Fb. In. Tw.

Membaca Cerpen Inspiratif

Sebelum membahas soal cerpen inspiratif, izinkan saya menjelaskan fenomena pemuatan ganda terlebih dahulu. Fenomena ini merupakan sebuah istilah untuk kasus pemuatan berulang (ganda) yang sering kita temukan pada koran, majalah, atau tabloid. Istilah ini memang tidak memiliki hubungan dengan konvensi bentuk cerpen, khususnya cerpen yang akan saya ulas. Jika pun ada, hanya sebatas asumsi saya terhadap fenomena dan karya cerpennya. Yakni boleh jadi cerpen yang mengalami pemuatan ganda disebabkan karena cerpen tersebut memiliki mutu atau kualitas yang baik.

Bagi Anda yang suka membaca beberapa koran minggu, khususnya kolom sastra, membaca cerpen berjudul “Saat Hujan Turun” karya Pelangi Pagi adalah membaca kembali cerita yang sama pada waktu dan media yang berbeda. Fenomena yang tak baru ini, pernah terjadi pada beberapa tahun ke belakang. Misalnya pada 2014 lalu, cerpen berjudul “Solilokui Kemboja” karya Fandrik Ahmad dimuat oleh empat media yang berbeda. Kedaulatan Rakyat (23 November 2014), Republika (30 November 2014), Tabloid Nova (30 November 2014), dan Tribun Jabar (25 Januari 2015). Pemuatan ganda ini tampaknya sebuah rekor terbanyak. Fandrik Ahmad sendiri adalah pengarang yang cukup produktif, mengingat cerpen-cerpennya yang sudah banyak dimuat di beberapa media nasional dan daerah.

Pemuatan ganda ini menurut saya bukanlah masalah besar, terlebih ditanggapi dengan serius dan berapi-api.
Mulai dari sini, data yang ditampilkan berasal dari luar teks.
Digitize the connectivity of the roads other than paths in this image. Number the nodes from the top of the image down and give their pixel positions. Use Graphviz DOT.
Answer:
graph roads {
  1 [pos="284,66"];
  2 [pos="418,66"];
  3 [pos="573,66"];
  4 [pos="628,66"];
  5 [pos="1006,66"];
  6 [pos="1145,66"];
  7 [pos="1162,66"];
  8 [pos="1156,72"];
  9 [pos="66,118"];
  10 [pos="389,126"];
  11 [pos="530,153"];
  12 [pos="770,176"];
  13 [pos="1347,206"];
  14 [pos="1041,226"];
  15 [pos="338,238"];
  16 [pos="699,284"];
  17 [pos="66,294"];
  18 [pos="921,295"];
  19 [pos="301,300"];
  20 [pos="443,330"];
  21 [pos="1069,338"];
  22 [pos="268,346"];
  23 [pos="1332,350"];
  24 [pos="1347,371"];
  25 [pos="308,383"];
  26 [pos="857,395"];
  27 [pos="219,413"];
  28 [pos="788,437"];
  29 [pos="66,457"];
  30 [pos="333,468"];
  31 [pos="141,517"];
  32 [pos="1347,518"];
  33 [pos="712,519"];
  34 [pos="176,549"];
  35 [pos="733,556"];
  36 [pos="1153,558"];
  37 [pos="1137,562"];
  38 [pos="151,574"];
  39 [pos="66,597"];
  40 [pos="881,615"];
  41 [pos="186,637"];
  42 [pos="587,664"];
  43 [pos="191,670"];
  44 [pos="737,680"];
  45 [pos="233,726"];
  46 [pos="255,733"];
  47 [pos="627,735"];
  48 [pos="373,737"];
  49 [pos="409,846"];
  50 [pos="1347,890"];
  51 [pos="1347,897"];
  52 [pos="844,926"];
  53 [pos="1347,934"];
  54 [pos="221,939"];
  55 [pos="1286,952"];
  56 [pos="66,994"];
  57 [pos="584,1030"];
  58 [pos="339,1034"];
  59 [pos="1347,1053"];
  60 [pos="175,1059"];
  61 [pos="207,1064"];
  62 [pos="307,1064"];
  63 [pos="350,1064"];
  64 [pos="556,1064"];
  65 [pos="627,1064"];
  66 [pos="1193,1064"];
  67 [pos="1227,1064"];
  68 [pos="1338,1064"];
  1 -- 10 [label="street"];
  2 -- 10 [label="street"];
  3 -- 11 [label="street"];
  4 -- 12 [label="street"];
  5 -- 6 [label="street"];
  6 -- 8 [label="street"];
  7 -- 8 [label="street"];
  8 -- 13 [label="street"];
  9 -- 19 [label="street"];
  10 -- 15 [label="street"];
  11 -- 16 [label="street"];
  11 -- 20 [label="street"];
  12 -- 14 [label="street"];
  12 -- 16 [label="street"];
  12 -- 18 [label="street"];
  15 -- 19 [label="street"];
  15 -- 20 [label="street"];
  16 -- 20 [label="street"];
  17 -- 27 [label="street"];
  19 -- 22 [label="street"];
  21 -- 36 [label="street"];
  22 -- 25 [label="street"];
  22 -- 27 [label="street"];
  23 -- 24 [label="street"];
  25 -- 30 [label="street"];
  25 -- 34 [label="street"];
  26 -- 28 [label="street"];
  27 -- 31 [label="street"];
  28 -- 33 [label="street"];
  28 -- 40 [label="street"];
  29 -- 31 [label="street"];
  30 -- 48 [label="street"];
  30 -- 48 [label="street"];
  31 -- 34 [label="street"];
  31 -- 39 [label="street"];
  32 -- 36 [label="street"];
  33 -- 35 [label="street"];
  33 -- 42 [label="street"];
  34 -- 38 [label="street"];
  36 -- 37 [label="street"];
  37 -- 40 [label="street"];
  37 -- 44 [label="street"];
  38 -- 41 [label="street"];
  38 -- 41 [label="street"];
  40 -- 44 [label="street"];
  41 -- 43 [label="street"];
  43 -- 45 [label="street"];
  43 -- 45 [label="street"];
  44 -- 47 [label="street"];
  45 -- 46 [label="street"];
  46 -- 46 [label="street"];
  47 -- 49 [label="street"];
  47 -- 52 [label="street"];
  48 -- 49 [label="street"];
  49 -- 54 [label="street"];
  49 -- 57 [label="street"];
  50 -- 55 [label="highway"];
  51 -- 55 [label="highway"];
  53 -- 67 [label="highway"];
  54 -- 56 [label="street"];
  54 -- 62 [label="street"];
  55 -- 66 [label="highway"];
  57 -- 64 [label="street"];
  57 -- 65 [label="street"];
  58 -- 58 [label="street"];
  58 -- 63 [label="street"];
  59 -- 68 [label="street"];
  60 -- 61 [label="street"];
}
Asumsi-asumsi boleh jadi muncul dari pembaca, namun pada dasarnya, tugas penulis adalah menulis, dan media mempublikasikannya. Pasar pembaca setiap media pun bisa jadi berbeda. Ditambah, pembaca khusus kolom atau rubrik sastra tak sebanyak pembaca informasi dan fakta yang aktual. Pembaca lebih banyak melihat cerpen secara objektif. Artinya, melihat dari sisi karyanya saja. Jika karya itu menarik rasanya tak jadi soal.

Namun ada beberapa catatan dalam fenomena ini yang jadi perhatian penulis, yakni dampak atau kerugian seringkali diterima oleh pengarangnya sendiri. Mulai dari kerugian secara ekonomi, sampai matinya ruang publishing bagi pengarang lantaran redaktur memasukkannya ke dalam daftar hitam pengarang yang tak layak muat, mengingat karyanya sering kali dimuat ganda. Tak jarang koran atau majalah menghanguskan honorarium atas tulisannya.
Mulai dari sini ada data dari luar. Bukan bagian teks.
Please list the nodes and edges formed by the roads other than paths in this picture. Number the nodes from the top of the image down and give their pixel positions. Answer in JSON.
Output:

Memang tidak ada regulasi yang jelas perihal kewajiban dan sanksi atas pemuatan ganda ini. Meskipun beberapa media menerapkan aturan bahwa karya yang dikirimkan harus belum pernah dipublikasikan di media lain. Ketentuan tersebut bukan berarti melarang penulis mengirim ke media lain pula. Akhirnya hal ini menjadi polemik tersendiri antara penulis, redaktur, dan medianya.

***

Awalnya, yang membuat saya melakukan penelusuran cerpen “Saat Hujan Turun” karya Pelangi Pagi bukan persoalan pemuatan ganda, melainkan ramainya informasi tentang terkuaknya kasus plagiasi cerpen yang dilakukan salah seorang penulis muda bulan lalu. Kasus ini menuai banyak kritikan sebab plagiatornya tak tanggung-tanggung menduplikasi—sepengetahuan saya—lebih dari 9 cerpen. Untungnya sejauh ini cerpen “Saat Hujan Turun” tidak terindikasi hasil plagiat. Akan tetapi saya masih saja dibuat penasaran dengan nama pengarangnya: Pelangi Pagi.
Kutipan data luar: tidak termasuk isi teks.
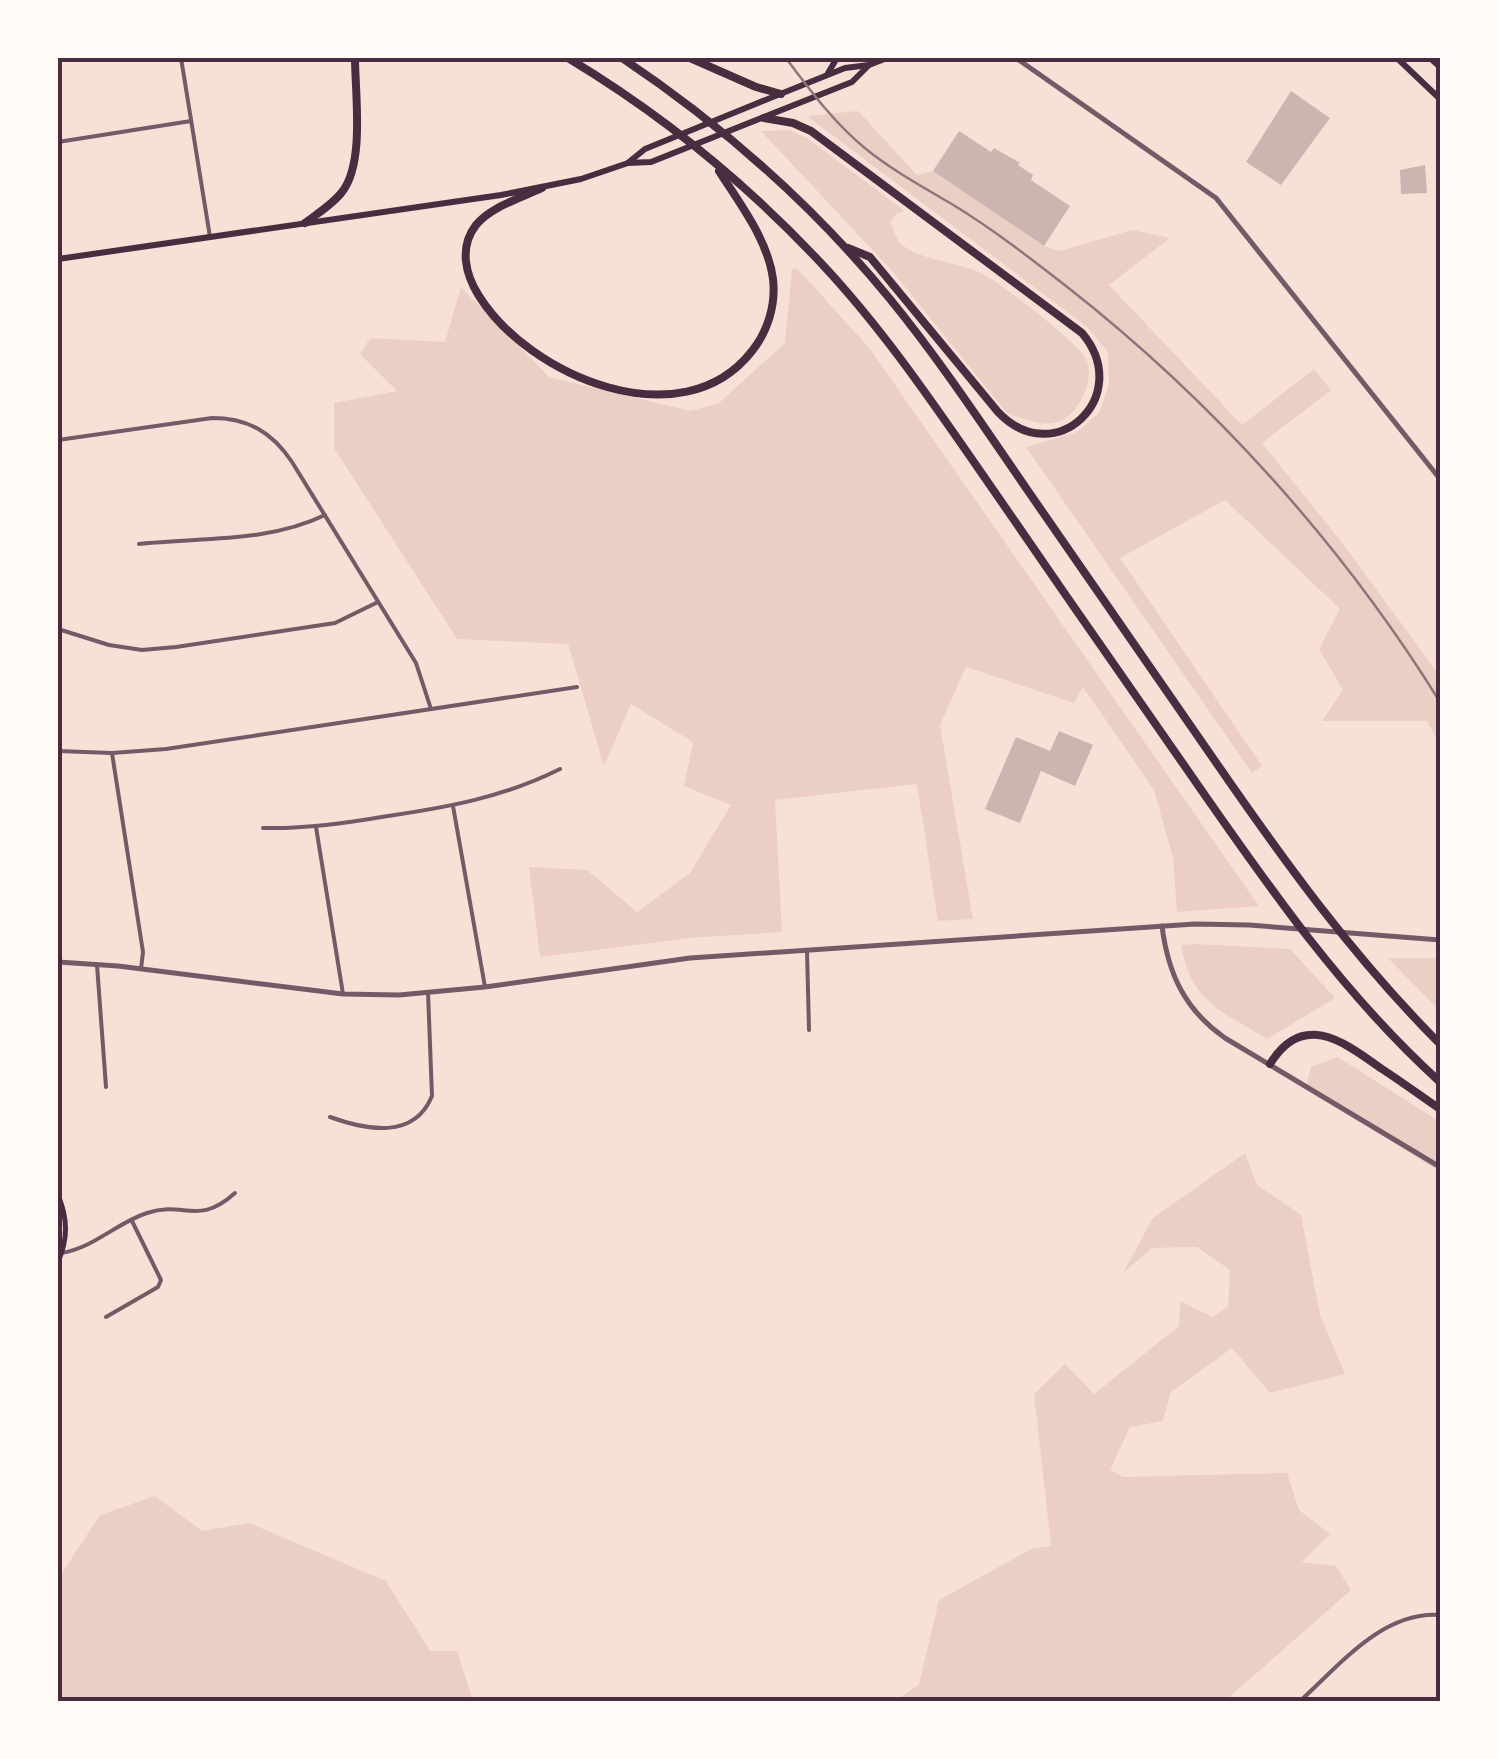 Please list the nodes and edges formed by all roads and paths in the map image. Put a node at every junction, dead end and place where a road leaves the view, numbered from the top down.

Bagi saya pribadi, selama mengamati cerpen koran, nama Pelangi Pagi tidak banyak muncul. Menelisik siapa pengarangnya adalah kebiasaan saya sebelum membaca cerpen koran. Meskipun beresiko membuat penilaian menjadi subjektif, tapi setidaknya saya sudah terbiasa mengetahui latar belakang dan ciri khas tulisan pengarang. Hasilnya, saya menemukan pemuatan ganda atas cerpen “Saat Hujan Turun”, yaitu dimuat di HU Pikiran Rakyat (11/03/2018) dan Republika (09/04/2018).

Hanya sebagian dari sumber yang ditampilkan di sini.